暗号資産初心者向けの記事です。本記事ではブルームフィルターについてわかりやすく解説していきます。
目次
はじめに
みなさん、こんにちは!
今回はビットコインでも使われているブルームフィルターについての解説していきたいと思います。「そもそもブルームフィルターってなんだろう?」という方も多いと思いますが、こちらの記事が少しでもお役に立てると幸いです。
それでは解説していきます!
ブルームフィルターとは
ブルームフィルターとは高速に動作を行い、それぞれの要素が集合に含まれるか否かを確率的に判定できるデータ構造のことです。
「確率的」というのは「本来であれば含まれない物を含まれると言う可能性はあるものの、含まれるものを含まれないと言う可能性はない」という特徴を持っています。
Simplified Payment Verificationはビットコイン論文で言及はされているものの、実際にはデータを部分的にダウンロードする方法というのは長年存在しなかったことがすでに明らかになっています。

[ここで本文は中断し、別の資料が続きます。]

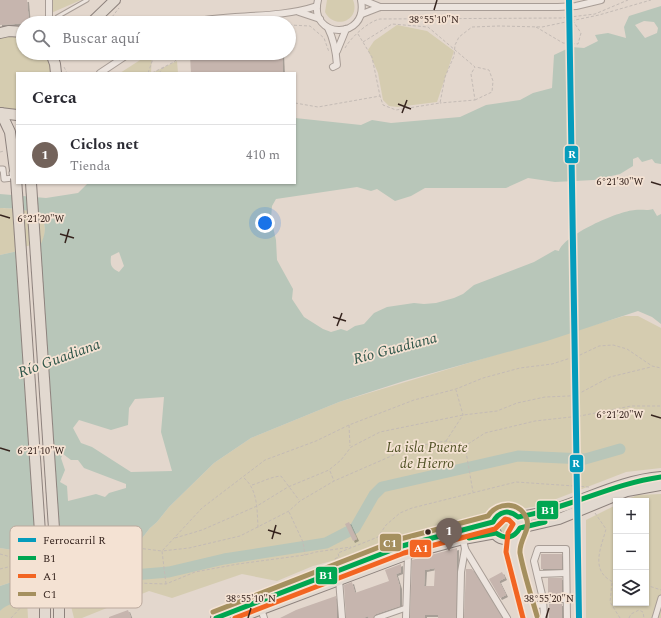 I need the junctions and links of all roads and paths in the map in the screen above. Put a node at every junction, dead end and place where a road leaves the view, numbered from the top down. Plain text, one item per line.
1 (49, 0) edge
2 (87, 0) edge
3 (362, 0) edge
4 (601, 0) edge
5 (628, 0) edge
6 (651, 0) edge
7 (317, 3) edge
8 (117, 4) edge
9 (380, 7) junction
10 (299, 12) junction
11 (362, 14) junction
12 (50, 16) edge
13 (59, 16) edge
14 (101, 16) edge
15 (112, 16) edge
16 (245, 16) edge
17 (320, 19) junction
18 (573, 21) junction
19 (296, 25) edge
20 (535, 26) junction
21 (328, 28) junction
22 (346, 29) junction
23 (16, 32) edge
24 (0, 33) edge
25 (358, 34) junction
26 (363, 42) junction
27 (454, 51) junction
28 (336, 52) junction
29 (55, 60) edge
30 (120, 60) edge
31 (153, 60) edge
32 (176, 60) edge
33 (164, 66) junction
34 (333, 67) dead end
35 (474, 67) junction
36 (57, 72) edge
37 (102, 72) edge
38 (148, 72) edge
39 (154, 72) edge
40 (160, 72) edge
41 (380, 96) junction
42 (475, 100) junction
43 (296, 103) edge
44 (440, 103) junction
45 (0, 115) edge
46 (16, 115) edge
47 (16, 118) edge
48 (16, 151) edge
49 (0, 169) edge
50 (16, 178) edge
51 (16, 184) edge
52 (31, 184) edge
53 (652, 366) junction
54 (661, 368) edge
55 (456, 389) junction
56 (661, 406) edge
57 (463, 415) junction
58 (349, 424) junction
59 (446, 442) junction
60 (465, 446) junction
61 (350, 447) junction
62 (329, 470) junction
63 (661, 477) edge
64 (243, 478) junction
65 (334, 481) junction
66 (252, 485) junction
67 (661, 485) edge
68 (288, 487) junction
69 (596, 488) dead end
70 (473, 492) junction
71 (300, 501) junction
72 (592, 505) junction
73 (257, 506) junction
74 (289, 511) junction
75 (518, 517) junction
76 (493, 522) junction
77 (40, 526) edge
78 (54, 526) edge
79 (258, 528) junction
80 (518, 531) junction
81 (500, 536) junction
82 (175, 538) junction
83 (464, 544) junction
84 (351, 547) junction
85 (142, 549) edge
86 (162, 551) junction
87 (513, 552) junction
88 (0, 554) edge
89 (408, 554) junction
90 (305, 555) junction
91 (10, 556) edge
92 (329, 565) dead end
93 (10, 566) edge
94 (0, 569) edge
95 (566, 573) junction
96 (538, 574) junction
97 (339, 579) junction
98 (612, 582) joint
99 (142, 583) edge
100 (166, 584) junction
101 (649, 585) edge
102 (661, 590) edge
103 (661, 598) edge
104 (566, 599) junction
105 (543, 602) junction
106 (527, 607) junction
107 (406, 608) junction
108 (263, 613) edge
109 (216, 618) edge
110 (238, 618) edge
111 (342, 618) edge
112 (377, 618) edge
113 (406, 618) edge
114 (460, 618) edge
115 (507, 618) edge
116 (530, 618) edge
117 (544, 618) edge
118 (567, 618) edge
119 (620, 618) edge
120 (629, 618) edge
121 (644, 618) edge
122 (655, 618) edge

1 - 12 street
2 - 13 lane
3 - 9 street
3 - 11 street
4 - 9 street
5 - 25 path
6 - 18 path
7 - 10 street
7 - 17 street
8 - 14 main road
8 - 15 path
9 - 11 street
10 - 16 street
10 - 17 street
11 - 22 street
17 - 21 street
18 - 20 path
18 - 20 path
19 - 28 path
20 - 27 path
21 - 22 street
21 - 28 street
22 - 28 street
23 - 24 main road
25 - 26 path
25 - 28 path
26 - 27 path
26 - 41 path
27 - 35 path
27 - 44 path
28 - 34 street
29 - 36 main road
30 - 37 street
31 - 38 path
32 - 33 path
33 - 39 path
33 - 40 path
35 - 42 path
35 - 42 path
41 - 43 path
41 - 44 path
42 - 44 path
45 - 46 main road
45 - 49 street
45 - 50 main road, bridge
47 - 48 street
51 - 77 main road, bridge
52 - 78 main road, bridge
53 - 54 path
53 - 55 path
53 - 57 path
55 - 57 path
55 - 58 path
56 - 60 path
57 - 59 path
57 - 61 path
58 - 61 path
58 - 64 path
59 - 60 path
59 - 65 path
60 - 70 path
61 - 62 path
62 - 65 path
62 - 68 path
63 - 75 main road
64 - 66 path
64 - 82 path
65 - 71 path
66 - 68 path
66 - 73 path
67 - 72 main road
68 - 71 path
68 - 73 path
69 - 70 path
70 - 84 path
71 - 74 path
72 - 80 main road
72 - 98 path
73 - 79 path
73 - 82 path
74 - 79 path
74 - 90 path
75 - 76 main road
75 - 80 main road
76 - 81 main road
76 - 109 main road
79 - 86 path
80 - 81 main road
80 - 87 main road
81 - 83 main road
81 - 87 main road
82 - 86 path
83 - 89 main road
83 - 114 street
83 - 115 street
84 - 90 path
84 - 92 path
85 - 86 path
86 - 100 path
87 - 106 main road
88 - 91 path
89 - 97 main road
89 - 107 street
90 - 100 path
93 - 94 path
95 - 96 street
95 - 96 street
95 - 104 street
96 - 105 street
97 - 108 main road
97 - 111 street
98 - 119 path
99 - 100 path
101 - 102 path
103 - 122 street
104 - 105 street
104 - 118 street
105 - 106 street
105 - 117 street
106 - 116 main road
107 - 112 street
107 - 113 street
108 - 110 main road
120 - 121 path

これまで効率的に SPV クライアントを実装する事は不可能でしたが、プロトコル拡張によりブルームフィルターを用いることで自分のビットコインアドレスに関連するトランザクションのみをダウンロードすることが可能になりました。
特徴
ブルームフィルターは上記でも述べたように確率的データ構造の1種となっており、特定データが集合に属するかどうかを判断する際に使われます。
ブルームフィルターはメモリの空間消費が多くないため、効率的にデータの存在判定が可能であることが大きな特徴です。プロトコル拡張により、ブルームフィルタを使えば、SPVクライアントのように自分のアドレスに関連するトランザクションだけをダウンロードするような使い方が可能になります。
長所と短所
次にブルームフィルターの長所と短所についてご紹介します。
- 動作が高速である
- ご検出の可能性がある
それでは1つひとつ見ていきましょう。
(長所)動作が高速である
非常に高速で要素の追加や探索が可能になっているのが大きな長所と言えます。また探索はハッシュ値を元に行うため、一定のプライバシーを守りながら行うことも可能になっています。
(短所)誤検出の可能性がある
短所としては確率的に誤検出する可能性があるという点です。さらにブルームフィルターではデータ削除ができません。なぜならk個のハッシュ関数によるハッシュ値を持つため、あるデータのハッシュ値が他のデータのハッシュ値と被る可能性があるのです。したがって、あるデータを削除すると他のデータに関する情報も削除してしまうことになるため、判定ができなくなってしまいます。
使用するメリット・デメリット
最後にブルームフィルターを使用するメリットとデメリットを解説して終わりにしたいと思います。
- 効率的なデータ判定
- 偽陰性による判定ミスがない
- 偽陽性判定によるデータ判定ミスがある
それでは詳しく解説していきます。
メリット
効率的なデータ判定
SPVノードはフルノードが保持するブロックチェーンの一部を参照することにより、フルノードの持つ全ブロックチェーンの情報をダウンロードせずにトランザクションの検証を可能にしています。これは現在のSPVウォレットの最も一般的な形であると言えます。
偽陰性による判定ミスがない
偽陰性はデータが実際にあるのに存在しないという判定を出すことを指しますが、ブルームフィルターはこの偽陰性による判定ミスがない方法となっています。これはビットコインウォレットを扱う上では大切な要素です。
デメリット
デメリットとしては偽陽性によるデータの誤判定があることです。これは集合の中に存在しないデータについて、存在するという判定をすることがあるということを表しています。
ハッシュテーブルなどを使って実装するような種類のデータ型と比較すると、空間効率が良いというのがメリットとなっていますが、その代わりにある特定要素が入っているといったような判定を一定の確率で行うこともあります。このような誤判定が許されない環境で使用するにはブルームフィルターは不向きです。
最後に
本記事ではブルームフィルターについて解説してきました。いかがでしたか?
なかなか聞きなれない言葉だったかもしれませんが、この記事がみなさんのお役に立てれば幸いです!